(Dataset entries)
====

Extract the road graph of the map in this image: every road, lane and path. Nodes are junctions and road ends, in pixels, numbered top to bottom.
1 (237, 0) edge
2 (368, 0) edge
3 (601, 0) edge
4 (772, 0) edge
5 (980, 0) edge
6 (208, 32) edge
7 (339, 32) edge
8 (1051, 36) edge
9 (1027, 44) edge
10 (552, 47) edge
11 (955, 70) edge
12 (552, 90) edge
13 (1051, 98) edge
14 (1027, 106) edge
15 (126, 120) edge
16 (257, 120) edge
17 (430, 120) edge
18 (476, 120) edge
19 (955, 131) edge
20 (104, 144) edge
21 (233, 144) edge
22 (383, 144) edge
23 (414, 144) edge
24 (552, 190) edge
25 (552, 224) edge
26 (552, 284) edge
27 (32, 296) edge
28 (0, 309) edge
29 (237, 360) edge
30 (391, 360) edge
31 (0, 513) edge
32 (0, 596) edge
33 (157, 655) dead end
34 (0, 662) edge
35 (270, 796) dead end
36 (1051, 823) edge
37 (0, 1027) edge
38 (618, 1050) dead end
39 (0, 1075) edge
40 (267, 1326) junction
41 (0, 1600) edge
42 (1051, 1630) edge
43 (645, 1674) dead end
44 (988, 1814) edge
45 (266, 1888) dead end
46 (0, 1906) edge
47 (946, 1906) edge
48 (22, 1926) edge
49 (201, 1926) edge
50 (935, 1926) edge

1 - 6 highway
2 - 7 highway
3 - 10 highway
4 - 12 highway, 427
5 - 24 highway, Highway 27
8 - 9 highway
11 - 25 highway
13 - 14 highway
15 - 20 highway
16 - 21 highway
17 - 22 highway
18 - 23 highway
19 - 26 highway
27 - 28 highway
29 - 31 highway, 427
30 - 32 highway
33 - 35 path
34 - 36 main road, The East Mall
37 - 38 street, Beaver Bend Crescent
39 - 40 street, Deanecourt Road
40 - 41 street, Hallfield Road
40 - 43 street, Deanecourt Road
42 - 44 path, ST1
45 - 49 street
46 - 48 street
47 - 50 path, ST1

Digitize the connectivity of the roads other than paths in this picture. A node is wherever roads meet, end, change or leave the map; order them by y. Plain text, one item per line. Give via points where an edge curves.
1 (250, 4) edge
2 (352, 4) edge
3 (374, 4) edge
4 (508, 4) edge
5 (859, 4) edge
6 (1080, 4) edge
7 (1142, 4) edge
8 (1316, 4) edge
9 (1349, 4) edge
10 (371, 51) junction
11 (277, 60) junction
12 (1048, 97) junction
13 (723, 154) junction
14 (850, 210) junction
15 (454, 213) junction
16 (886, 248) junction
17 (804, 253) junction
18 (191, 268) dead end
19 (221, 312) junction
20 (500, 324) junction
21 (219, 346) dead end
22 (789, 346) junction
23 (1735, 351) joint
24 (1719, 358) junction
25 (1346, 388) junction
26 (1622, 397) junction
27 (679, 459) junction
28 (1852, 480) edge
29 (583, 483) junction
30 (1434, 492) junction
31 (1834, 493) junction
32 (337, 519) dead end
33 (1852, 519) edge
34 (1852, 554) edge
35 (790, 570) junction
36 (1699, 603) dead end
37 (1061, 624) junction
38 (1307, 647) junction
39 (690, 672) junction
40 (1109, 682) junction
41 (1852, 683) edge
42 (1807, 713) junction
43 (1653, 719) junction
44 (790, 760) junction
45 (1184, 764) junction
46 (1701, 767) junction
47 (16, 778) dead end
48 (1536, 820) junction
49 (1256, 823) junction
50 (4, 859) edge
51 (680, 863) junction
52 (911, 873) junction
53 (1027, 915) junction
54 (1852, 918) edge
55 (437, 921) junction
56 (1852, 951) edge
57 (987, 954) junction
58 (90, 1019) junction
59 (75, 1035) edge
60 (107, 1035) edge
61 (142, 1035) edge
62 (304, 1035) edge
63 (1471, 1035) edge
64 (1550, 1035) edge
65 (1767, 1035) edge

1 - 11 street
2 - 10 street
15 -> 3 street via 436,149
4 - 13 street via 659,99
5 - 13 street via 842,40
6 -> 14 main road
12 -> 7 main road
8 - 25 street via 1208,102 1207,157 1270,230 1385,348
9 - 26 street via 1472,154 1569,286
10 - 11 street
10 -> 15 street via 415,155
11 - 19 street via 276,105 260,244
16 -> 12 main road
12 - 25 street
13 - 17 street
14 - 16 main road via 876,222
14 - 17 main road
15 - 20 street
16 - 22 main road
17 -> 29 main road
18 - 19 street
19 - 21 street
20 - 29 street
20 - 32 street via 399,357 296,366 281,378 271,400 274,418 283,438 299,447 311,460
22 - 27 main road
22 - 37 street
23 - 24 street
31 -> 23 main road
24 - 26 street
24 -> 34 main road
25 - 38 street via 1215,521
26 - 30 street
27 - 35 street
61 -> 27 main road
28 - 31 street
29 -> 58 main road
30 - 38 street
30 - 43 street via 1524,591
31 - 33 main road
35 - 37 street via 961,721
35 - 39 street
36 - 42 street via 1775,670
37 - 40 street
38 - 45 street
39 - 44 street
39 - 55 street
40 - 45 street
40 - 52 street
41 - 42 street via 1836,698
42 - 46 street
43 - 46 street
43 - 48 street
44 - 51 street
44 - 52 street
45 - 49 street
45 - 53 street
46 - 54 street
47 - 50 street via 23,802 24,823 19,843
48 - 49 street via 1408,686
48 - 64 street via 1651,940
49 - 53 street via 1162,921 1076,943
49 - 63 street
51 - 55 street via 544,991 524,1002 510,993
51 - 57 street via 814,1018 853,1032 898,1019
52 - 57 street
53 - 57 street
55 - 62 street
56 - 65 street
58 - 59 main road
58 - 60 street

====

## Problem
Within the records, in how many lines does the string "dead" occur? Give the number and no other text.

## Completed exercise
10